Она видела, что ему хочется поверить, что между ними установилась сильная взаимная симпатия. Но она знала, что у него все еще оставались сомнения.

«Дело не в том, что всего этого не было, — наконец сказал он. — Но ты могла что-то неправильно интерпретировать. Должен сказать, что мне не нравятся эти следы, которые ты обнаружила на своем зеркале. Но все равно остается слишком много неясностей».

«Записка, — сказала она. — Как насчет записки?»

Он снова ее перечел.

«Час дьявола, — это может быть полдень, да? Когда зло спускается на острова Греции».

Он пытался ее рассмешить, но она с готовностью схватилась за его слова.

«Это когда тень отбрасывается прямо вниз.

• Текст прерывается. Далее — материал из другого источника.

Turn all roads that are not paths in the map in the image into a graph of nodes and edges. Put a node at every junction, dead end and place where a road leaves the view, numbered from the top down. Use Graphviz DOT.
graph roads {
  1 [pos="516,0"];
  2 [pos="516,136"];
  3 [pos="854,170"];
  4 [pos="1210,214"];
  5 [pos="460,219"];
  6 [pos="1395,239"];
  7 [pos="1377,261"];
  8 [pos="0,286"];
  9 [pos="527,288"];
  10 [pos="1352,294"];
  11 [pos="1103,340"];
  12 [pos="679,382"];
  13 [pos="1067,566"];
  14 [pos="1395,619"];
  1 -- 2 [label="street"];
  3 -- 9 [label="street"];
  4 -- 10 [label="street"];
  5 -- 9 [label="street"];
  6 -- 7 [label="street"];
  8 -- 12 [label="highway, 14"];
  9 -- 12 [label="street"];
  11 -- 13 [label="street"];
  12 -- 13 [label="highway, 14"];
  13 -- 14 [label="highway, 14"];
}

Так что «гробница» должна находиться прямо у подножия чего-то».

«Какая гробница?» — спросил Джонни.

Теперь он ее раздражал. Раздражал именно своим спокойным здравомыслием, которое изначально ее и привлекало.

«Место, где захоронена мраморная голова, — честно сказала она. — Что же еще это означает, как не место, где спрятана настоящая голова? Джино бы понял. Но Джино нет. Так что, возможно, единственный ключ таится в письме, и кто-то отчаянно пытается им завладеть».

«Ладно, пока все понятно, — сказал Джонни, все еще подсмеиваясь над ней. — Но кто такая Принцесса, и почему она ушла из Замка? И что это за «долороса»?»

«И что такое сова? — добавила Доркас. — Джонни, это что-то значит, что-то важное. Может быть, что-то, что опасно знать».

На какой-то момент в воздухе повисло напряжение, и Джонни проняло. На секунду он почти поверил. Затем он усмехнулся, и ощущение напряжения прошло.

«Какая прекрасная история для Фернанды! Она заглотит ее вместе с крючком, леской и грузилом».

Доркас спокойно переложила конверт под паспорт. Он думает, что она преувеличивает, сочиняет. Он способен улыбаться, потому что никогда не испытывал ужаса — в полдень или в любое другое время суток.

«Я не собираюсь рассказывать Фернанде», — сказала она.

Его брови поползли вверх: «Почему?»

«Фернанда никогда не хотела видеть Джино таким, какой он был. Она не захочет ничего знать».

«Может быть, в этом ты и права», — сказал он.

Официант принес на десерт тарелку сочных греческих вишен и маленькие чашечки с горьким кофе по-гречески. Доркас подавила растущее чувство разочарования. Скептицизм Джонни пошатнул ее собственную веру, и она не могла этого позволить. Слишком опасно дать себя убаюкать. Она знала. Но она ничего больше не могла ему дать в доказательство. Ничего, пока они не вернутся в отель, и она не сможет показать ему мыльные кружки на зеркале. Теперь он не подумает, что она их сама нарисовала. Фернанда может, но не Джонни.